On GenAI's Impact on the world as we know it

On GenAI's Impact on the world as we know it
Measuring AI Ability to Complete Long Tasks
Despite rapid progress on AI benchmarks, the real-world meaning of benchmark performance remains unclear. To quantify the capabilities of AI systems in terms of human capabilities, we propose a new metric: 50%-task-completion time horizon. This is the time humans typically take to complete tasks that AI models can complete with 50% success rate. We first timed humans with relevant domain expertise on a combination of RE-Bench, HCAST, and 66 novel shorter tasks. On these tasks, current frontier AI models such as Claude 3.7 Sonnet have a 50% time horizon of around 50 minutes. Furthermore, frontier AI time horizon has been doubling approximately every seven months since 2019, though the trend may have accelerated in 2024. The increase in AI models’ time horizons seems to be primarily driven by greater reliability and ability to adapt to mistakes, combined with better logical reasoning and tool use capabilities. We discuss the limitations of our results -- including their degree of external validity -- and the implications of increased autonomy for dangerous capabilities. If these results generalize to real-world software tasks, extrapolation of this trend predicts that within 5 years, AI systems will be capable of automating many software tasks that currently take humans a month.

Written in 2025:

On these tasks, current frontier AI models such as Claude 3.7 Sonnet have a 50% time horizon of around 50 minutes [...]
If these results generalize to real-world software tasks, extrapolation of this trend predicts that within 5 years, AI systems will be capable of automating many software tasks that currently take humans a month.

The implications of this are huge. A month's worth of human work is worth more than 10 000$. You'll be able to get that for a few hundred bucks of tokens - It really raises the question what effect this would have on society...

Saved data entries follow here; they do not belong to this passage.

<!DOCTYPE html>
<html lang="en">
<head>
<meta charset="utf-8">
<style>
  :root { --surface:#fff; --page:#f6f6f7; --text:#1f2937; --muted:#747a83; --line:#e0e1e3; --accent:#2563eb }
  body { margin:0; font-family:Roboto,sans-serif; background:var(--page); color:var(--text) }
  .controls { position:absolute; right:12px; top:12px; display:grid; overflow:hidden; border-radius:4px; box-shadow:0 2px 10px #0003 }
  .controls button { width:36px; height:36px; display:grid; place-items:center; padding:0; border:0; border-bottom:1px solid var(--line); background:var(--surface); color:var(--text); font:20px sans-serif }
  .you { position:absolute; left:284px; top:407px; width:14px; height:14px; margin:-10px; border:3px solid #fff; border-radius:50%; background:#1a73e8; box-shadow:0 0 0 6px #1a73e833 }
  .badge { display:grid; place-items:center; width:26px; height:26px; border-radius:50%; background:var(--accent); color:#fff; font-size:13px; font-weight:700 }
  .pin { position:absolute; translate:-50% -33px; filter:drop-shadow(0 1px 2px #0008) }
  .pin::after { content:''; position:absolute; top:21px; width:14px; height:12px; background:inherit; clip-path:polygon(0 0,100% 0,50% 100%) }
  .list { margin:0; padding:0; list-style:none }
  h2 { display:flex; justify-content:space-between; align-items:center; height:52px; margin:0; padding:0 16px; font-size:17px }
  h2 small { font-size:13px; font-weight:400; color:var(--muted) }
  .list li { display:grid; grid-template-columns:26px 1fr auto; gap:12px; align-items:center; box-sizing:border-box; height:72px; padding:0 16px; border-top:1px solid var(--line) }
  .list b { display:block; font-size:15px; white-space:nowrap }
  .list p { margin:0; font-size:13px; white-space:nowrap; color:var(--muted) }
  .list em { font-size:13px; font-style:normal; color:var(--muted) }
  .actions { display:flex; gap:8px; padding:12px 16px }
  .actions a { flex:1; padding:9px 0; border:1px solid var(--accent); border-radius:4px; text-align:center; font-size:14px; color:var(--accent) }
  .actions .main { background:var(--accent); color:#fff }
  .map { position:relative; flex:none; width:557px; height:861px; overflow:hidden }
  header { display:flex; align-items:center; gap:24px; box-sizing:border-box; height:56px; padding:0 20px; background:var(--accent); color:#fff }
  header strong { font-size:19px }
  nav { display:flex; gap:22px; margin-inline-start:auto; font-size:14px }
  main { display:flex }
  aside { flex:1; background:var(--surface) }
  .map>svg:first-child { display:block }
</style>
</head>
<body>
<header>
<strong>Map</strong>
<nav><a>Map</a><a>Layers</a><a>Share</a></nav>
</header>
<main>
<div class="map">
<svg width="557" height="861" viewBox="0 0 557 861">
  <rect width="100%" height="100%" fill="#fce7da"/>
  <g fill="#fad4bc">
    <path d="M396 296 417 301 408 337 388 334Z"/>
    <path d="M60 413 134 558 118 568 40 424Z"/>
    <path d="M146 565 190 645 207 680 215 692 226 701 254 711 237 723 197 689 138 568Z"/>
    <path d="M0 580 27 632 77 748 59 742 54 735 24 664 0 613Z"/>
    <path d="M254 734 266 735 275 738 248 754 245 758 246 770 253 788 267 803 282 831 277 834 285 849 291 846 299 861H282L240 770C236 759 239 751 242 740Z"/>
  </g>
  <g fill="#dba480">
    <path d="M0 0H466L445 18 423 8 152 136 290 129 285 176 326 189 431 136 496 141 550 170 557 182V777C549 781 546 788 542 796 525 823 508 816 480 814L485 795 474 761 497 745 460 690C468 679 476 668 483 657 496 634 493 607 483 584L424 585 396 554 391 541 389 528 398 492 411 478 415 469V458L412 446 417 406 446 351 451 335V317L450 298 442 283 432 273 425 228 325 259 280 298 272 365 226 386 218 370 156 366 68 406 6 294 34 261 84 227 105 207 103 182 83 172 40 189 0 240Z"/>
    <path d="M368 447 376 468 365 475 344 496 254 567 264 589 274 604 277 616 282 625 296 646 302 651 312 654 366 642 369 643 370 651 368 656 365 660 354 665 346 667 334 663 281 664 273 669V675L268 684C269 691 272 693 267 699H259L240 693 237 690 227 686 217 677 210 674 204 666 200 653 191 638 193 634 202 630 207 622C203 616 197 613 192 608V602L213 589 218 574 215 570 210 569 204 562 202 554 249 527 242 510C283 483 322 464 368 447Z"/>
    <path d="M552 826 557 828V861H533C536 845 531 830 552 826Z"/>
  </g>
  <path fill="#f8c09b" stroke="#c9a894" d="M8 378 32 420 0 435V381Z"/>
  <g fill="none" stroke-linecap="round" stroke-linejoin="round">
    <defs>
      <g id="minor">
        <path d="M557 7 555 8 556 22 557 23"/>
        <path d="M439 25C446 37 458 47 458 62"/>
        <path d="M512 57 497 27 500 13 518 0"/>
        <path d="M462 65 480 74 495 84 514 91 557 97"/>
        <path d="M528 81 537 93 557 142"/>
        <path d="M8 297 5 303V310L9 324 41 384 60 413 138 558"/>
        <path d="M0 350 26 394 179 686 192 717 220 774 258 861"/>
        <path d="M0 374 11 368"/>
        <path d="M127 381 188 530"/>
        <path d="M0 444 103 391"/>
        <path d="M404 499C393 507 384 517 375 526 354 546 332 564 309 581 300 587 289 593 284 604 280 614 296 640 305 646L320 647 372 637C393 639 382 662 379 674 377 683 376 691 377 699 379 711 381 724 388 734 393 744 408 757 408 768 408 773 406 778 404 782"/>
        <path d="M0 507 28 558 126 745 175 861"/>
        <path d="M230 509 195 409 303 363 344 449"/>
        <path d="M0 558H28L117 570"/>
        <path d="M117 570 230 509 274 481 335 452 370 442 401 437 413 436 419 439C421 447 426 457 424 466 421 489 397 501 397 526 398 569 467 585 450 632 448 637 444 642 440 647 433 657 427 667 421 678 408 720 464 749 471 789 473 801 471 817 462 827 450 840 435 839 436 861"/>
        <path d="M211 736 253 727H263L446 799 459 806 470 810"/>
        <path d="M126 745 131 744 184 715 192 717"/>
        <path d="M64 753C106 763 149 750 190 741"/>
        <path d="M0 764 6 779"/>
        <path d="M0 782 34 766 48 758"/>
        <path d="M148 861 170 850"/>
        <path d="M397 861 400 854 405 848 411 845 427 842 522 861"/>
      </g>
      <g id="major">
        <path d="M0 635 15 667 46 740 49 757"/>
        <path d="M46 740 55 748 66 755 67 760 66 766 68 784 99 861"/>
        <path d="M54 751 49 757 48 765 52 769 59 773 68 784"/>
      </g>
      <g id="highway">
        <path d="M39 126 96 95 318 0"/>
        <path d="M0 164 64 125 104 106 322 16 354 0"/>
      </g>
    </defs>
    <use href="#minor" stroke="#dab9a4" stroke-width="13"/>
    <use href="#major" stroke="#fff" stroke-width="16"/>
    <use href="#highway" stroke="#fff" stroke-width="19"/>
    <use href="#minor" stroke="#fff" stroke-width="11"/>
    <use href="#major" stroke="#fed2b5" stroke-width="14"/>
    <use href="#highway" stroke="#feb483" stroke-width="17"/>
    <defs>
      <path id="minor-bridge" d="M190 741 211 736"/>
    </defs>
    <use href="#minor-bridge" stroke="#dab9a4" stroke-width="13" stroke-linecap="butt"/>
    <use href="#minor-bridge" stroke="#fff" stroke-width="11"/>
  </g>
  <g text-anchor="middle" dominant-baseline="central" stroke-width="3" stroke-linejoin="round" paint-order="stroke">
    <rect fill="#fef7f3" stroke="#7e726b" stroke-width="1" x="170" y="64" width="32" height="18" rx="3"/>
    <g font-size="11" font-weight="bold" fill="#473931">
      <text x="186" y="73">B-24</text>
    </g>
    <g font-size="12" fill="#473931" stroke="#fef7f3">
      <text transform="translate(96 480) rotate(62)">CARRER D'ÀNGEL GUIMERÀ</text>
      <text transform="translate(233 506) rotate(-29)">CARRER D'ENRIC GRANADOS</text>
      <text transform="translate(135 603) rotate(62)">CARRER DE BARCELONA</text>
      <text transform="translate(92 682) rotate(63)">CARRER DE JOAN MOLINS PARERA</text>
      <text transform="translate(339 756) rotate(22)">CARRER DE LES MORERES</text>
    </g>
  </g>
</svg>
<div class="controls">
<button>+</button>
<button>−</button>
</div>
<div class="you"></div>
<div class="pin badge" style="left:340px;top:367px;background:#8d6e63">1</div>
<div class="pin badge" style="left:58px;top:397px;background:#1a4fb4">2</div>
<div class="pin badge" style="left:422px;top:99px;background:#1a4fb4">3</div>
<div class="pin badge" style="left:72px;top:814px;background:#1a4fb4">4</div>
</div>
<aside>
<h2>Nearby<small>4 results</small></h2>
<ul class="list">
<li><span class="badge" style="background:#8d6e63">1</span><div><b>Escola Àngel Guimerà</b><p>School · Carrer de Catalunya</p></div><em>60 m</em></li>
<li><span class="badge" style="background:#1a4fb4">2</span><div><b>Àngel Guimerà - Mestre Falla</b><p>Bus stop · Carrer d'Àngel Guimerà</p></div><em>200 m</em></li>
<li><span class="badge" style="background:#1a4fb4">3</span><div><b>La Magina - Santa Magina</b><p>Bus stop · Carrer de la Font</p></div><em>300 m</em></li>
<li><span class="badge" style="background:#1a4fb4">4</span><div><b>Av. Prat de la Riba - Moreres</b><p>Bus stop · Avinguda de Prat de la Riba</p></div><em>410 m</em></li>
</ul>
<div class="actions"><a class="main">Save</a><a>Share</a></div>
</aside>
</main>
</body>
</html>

Well, then I propose we develop a framework to compare this with other technological revolutions in Humanity! Don't expect intense mathematical rigour or thoroughly researched numbers here. We're working off of intuition. But intuition is generally good enough to guess orders of magnitude-sized differences between things.

A revolution's impact is probably correlated with the magnitude of efficiency gains [1], the breadth (how many people this affects) and the stakes (how much it affects people). Some examples, to set the scale:

  • Someone invents the fortune-cookie folding machine. 50x gains in efficiency, but it applies in very specific conditions and the stakes are pretty low. <1 on the Richter scale.
  • The barcode scanner. Revolutionized inventory management, made modern businesses possible. 4-5 on the Richter scale.
  • Tractors replacing horses for farm work - saves 2-10x costs on a core activity for humanity (the eating part, not specifically farming). 8-9 on the Richter scale. World-shaking.
  • The printing press - Makes information 90x cheaper to disseminate. Information is the backbone of today's society, so I'd say the breadth*stakes are pretty high. 8-9 on the Richter scale.

Conservatively, my guess for GenAI is a 7-8 (it's at least as impactful as when the Google search engine was invented), most likely in the 7-9 range. It'll really depend on how much of the predictions in the article above materialize, adoption and actual impact on society...


[1] The important part is not that it reduces cost, it's that it makes this resource this many more times available to humanity. And due to Jevon's paradox, as something gets cheaper, we usually consume more and more of it, making it even more important to humanity.